O Projeto NAVIO (Navegação Ampliada para a Vigilância Intensiva e Otimizada) consolidou-se como um marco na saúde pública brasileira em 2024, levando assistência e inovação para comunidades ribeirinhas do Pantanal. Por meio de uma abordagem integrada de Saúde Única, o projeto não apenas atendeu moradores de regiões remotas, mas também investigou a relação entre saúde humana, animal e ambiental, impactadas pelas mudanças climáticas.

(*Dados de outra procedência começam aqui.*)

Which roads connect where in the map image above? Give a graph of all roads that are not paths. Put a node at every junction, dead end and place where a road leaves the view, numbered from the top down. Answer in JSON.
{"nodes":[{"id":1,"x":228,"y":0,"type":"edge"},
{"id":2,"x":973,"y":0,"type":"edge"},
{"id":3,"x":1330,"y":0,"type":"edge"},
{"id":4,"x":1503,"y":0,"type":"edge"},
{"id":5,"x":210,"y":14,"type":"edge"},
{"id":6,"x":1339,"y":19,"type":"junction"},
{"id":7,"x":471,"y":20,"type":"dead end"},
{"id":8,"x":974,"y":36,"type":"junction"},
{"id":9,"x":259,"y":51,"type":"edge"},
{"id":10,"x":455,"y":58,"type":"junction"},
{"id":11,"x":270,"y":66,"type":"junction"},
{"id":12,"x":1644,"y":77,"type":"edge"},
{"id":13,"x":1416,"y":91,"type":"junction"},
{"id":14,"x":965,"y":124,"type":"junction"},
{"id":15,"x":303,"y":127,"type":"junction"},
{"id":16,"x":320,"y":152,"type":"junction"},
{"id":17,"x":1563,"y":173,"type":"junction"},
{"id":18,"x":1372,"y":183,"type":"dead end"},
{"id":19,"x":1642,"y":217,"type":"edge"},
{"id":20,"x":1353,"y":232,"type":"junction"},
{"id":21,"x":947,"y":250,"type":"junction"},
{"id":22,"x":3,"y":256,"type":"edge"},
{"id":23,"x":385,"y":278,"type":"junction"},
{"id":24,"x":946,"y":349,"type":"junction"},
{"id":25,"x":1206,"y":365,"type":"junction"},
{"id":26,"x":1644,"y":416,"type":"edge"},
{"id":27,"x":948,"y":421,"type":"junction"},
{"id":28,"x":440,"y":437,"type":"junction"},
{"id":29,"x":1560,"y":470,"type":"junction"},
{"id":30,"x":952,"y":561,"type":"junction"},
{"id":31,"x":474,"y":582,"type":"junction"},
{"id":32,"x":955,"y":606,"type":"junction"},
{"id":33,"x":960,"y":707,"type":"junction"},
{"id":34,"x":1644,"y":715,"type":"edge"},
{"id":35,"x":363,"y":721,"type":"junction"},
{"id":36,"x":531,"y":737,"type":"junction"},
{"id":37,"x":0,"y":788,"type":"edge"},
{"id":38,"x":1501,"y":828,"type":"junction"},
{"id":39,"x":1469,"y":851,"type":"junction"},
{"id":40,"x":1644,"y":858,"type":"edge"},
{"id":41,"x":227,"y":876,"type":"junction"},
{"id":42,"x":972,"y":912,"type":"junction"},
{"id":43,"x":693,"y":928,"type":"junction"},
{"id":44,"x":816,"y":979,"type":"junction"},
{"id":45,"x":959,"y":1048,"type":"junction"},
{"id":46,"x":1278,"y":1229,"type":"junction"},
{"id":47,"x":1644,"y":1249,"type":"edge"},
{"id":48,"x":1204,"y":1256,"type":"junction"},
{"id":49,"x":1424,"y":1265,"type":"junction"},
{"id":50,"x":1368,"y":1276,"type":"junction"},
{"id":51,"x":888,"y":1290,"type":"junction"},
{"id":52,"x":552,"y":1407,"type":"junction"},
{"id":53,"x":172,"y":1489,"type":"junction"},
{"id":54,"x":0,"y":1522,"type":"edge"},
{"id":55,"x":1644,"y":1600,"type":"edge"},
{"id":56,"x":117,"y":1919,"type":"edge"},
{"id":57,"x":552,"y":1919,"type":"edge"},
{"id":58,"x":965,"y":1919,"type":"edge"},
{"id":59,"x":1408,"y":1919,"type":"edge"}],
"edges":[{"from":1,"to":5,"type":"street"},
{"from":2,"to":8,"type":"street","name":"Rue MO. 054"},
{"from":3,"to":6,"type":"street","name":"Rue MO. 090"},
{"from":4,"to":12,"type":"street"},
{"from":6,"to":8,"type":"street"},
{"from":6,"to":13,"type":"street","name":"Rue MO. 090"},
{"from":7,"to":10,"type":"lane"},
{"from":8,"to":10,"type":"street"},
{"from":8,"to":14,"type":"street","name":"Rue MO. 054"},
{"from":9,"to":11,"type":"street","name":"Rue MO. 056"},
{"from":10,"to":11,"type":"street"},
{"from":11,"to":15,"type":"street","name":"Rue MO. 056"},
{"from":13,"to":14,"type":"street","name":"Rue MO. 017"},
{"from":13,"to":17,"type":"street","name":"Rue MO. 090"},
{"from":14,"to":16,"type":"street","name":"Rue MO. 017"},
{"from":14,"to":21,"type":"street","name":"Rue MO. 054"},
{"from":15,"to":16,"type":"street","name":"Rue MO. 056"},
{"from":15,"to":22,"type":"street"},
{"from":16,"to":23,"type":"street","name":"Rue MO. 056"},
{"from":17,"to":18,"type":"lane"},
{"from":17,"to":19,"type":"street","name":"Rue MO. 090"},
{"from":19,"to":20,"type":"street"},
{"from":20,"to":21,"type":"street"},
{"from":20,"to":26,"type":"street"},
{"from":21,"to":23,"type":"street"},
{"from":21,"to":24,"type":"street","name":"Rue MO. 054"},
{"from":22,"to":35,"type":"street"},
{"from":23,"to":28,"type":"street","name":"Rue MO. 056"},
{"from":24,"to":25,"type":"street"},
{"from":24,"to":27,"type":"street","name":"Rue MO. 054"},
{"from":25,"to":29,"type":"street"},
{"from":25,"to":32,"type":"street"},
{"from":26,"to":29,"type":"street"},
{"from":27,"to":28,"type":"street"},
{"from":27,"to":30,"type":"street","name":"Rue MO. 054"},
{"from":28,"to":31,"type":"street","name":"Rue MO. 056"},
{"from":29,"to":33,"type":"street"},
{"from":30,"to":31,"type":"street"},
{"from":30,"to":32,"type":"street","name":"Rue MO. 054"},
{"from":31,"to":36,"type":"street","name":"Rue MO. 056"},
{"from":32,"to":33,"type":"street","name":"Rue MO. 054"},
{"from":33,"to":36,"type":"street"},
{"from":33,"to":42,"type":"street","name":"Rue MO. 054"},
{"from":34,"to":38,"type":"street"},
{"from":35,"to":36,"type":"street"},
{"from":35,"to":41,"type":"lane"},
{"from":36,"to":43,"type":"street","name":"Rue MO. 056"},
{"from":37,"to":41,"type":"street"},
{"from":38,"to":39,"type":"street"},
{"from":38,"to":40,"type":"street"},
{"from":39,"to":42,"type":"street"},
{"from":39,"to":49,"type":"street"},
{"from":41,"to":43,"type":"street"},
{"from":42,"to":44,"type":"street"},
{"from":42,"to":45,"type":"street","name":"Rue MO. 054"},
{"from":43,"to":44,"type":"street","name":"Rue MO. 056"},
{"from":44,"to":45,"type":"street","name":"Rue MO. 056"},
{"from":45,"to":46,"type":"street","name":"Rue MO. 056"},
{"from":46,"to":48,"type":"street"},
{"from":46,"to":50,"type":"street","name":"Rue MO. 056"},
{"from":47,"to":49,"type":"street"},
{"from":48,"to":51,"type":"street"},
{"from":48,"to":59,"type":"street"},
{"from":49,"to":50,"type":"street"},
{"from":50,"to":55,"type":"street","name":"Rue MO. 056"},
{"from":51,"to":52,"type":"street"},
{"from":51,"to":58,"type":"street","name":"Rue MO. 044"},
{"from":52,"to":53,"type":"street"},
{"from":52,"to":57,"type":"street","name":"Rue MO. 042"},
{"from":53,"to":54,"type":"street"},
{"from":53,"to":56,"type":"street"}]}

Neste ano, o projeto alcançou reconhecimento nacional e estadual ao conquistar o 2º lugar na 28ª edição do Concurso de Inovação no Setor Público, promovido pela ENAP (Escola Nacional de Administração Pública), e o 2º lugar no XIX Prêmio Sul-Mato-Grossense de Inovação na Gestão Pública, realizado pela Escolagov (Fundação Escola de Governo de Mato Grosso do Sul). As premiações destacaram o caráter inovador da iniciativa, que fortalece a gestão pública e promove acesso a serviços de saúde de qualidade para populações vulneráveis.
Realizado por meio de uma parceria entre a SES/MS (Secretaria de Estado de Saúde de Mato Grosso do Sul), Marinha do Brasil, Fiocruz Minas (Fundação Oswaldo Cruz de Minas Gerais) e SES/MT (Secretaria de Estado de Saúde de Mato Grosso), o projeto tem como objetivo monitorar e melhorar a saúde das comunidades do Pantanal, analisando patógenos que afetam a saúde humana, animal e ambiental. A iniciativa é pioneira no país, integrando tecnologia, pesquisa e atendimento direto.
Em sua segunda expedição, realizada em março, o projeto passou por seis comunidades ribeirinhas, incluindo Corumbá, onde realizou mais de 500 atendimentos médicos e odontológicos. Além disso, foram promovidas ações de vigilância em saúde, vacinação, distribuição de filtros de água e educação sanitária.


“Encerramos 2024 com grande orgulho pelo trabalho realizado pelo Projeto NAVIO, que transformou a realidade das comunidades ribeirinhas do Pantanal. Por meio de uma abordagem integrada de Saúde Única, levamos atendimento médico, odontológico, educação em saúde e vigilância genômica para quem mais precisa. Este projeto é um marco de inovação e cuidado, que impacta diretamente a vida das populações mais vulneráveis e, em 2025, seguiremos firmes no compromisso de ampliar essas ações e levar mais saúde e dignidade para o nosso Pantanal”, enalteceu a secretária adjunta estadual de Saúde, Crhistinne Maymone.
Para janeiro de 2025, está prevista a terceira expedição do projeto, com duração de 21 dias, percorrendo o trecho entre Ladário e Porto Murtinho. A iniciativa incluirá novas tecnologias e parcerias, ampliando o alcance das ações e a coleta de dados para fortalecer o monitoramento da saúde pública na região.
"Trabalhando de forma integrada entre diferentes setores, conseguimos alcançar resultados expressivos para as populações ribeirinhas e para o estado como um todo. É muito gratificante perceber o impacto direto na vida dessas pessoas e ver nosso esforço reconhecido por meio das premiações”, destacou Danila Frias, coordenadora de Saúde Única da SES/MS.


O Projeto NAVIO é um exemplo de inovação e compromisso, não apenas com a saúde das populações ribeirinhas, mas também com a sustentabilidade e a inclusão, alinhando-se às diretrizes do Governo de Mato Grosso do Sul para reduzir desigualdades e promover o bem-estar das comunidades mais distantes.
Parcerias
Além da SES/MS, Marinha do Brasil, Fiocruz Minas e SES/MT, o projeto conta com o apoio dos Lacens (Laboratório Central de Saúde Pública) de Mato Grosso do Sul, Mato Grosso, Minas Gerais e Paraná, alunos e professores do programa de pós-graduação de doenças infecciosas e parasitárias da UFMS (Universidade Federal de Mato Grosso do Sul), pesquisadores da Fiocruz Mato Grosso do Sul, universidades federais de Mato Grosso do Sul, Minas Gerais e Ouro Preto, universidades estaduais de Mato Grosso do Sul e de Feira de Santana da Bahia, Embrapa, OPAS/OMS (Organização Pan-Americana da Saúde/Organização Mundial da Saúde), Ministério da Saúde, Loccus, Biomanguinhos, IBMP (Instituto de Biologia Molecular do Paraná), prefeituras de Ladário, Corumbá e Porto Murtinho, Instituto Erasmus de Roterdan da Holanda, Universidade de Stellenbosch da África do Sul, Universidade de Sidney da Austrália e Sistema OCB/MS.